Batter my heart, three-person’d God […]
[…] knock, breathe, shine and seek to mend;
[…] o’erthrow me and bend
Your force to break, blow, burn and make me new.

This is James, this is Jesus, this is the response to moral exhortation, these are the words of a man who has heard the word of God and knows it to be  (in part) authoritative counsel on the moral life, something that hurts as it fashions in him something new and as he hears those words he needs to hear.

But as Donne gets to the end of his sonnet he brings us back ‘round to the God that would make our heart beat a little bit faster, Donne returns to the desirous love of God we read about in the Song of Solomon and in Psalm 45. Donne invites the God who is the ultimate end of all our loves to set his heart to beating:

Batter my heart, three-person’d God, […]
Take me to you, imprison me, for I,
Except you enthrall me, never shall be free,
Nor ever chaste, except you ravish me.

Donne is obviously right.
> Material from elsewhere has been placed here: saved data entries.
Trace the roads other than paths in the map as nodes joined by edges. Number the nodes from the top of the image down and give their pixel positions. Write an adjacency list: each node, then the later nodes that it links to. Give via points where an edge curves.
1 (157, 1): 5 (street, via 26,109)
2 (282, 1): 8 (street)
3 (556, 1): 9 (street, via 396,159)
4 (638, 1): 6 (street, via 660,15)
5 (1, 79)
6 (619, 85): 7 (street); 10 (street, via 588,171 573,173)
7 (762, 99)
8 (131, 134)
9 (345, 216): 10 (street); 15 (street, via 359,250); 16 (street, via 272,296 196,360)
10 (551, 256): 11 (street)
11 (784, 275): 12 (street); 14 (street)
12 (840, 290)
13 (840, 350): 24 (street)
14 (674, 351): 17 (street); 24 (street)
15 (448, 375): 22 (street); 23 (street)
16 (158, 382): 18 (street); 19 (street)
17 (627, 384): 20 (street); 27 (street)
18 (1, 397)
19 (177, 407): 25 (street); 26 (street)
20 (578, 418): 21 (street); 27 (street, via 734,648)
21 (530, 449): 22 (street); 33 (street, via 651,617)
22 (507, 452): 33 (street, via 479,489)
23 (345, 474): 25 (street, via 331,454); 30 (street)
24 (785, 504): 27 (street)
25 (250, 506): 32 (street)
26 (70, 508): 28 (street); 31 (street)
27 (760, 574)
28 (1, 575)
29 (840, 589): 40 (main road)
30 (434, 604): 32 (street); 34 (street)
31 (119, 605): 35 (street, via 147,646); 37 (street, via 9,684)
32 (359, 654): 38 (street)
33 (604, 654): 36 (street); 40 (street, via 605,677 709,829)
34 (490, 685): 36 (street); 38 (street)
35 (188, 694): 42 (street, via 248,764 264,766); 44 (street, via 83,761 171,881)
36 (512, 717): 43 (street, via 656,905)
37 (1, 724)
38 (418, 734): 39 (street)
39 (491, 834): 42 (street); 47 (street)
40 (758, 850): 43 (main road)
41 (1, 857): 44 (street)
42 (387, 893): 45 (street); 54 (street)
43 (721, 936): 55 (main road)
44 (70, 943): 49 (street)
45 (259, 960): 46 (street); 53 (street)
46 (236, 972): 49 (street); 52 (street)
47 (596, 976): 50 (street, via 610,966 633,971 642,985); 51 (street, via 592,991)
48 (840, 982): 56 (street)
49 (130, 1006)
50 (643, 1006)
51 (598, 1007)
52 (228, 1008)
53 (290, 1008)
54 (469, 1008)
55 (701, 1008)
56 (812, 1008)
There aren’t two gods, there is but one; and this God is the one who batters our heart, the God who asks much of us, and asks of us  sometimes difficult change:

Batter my heart, three-person’d God, for you
As yet but knock, breathe, shine, and seek to mend;
That I may rise and stand, o’erthrow me, and bend
Your force to break, blow, burn, and make me new.

But this is one and the same God who batters our heart, the God of beauty, to whom we are drawn by desire:

Batter my heart, three-person’d God, […]
Take me to you, imprison me, for I,
Except you enthrall me, never shall be free,
Nor ever chaste, except you ravish me.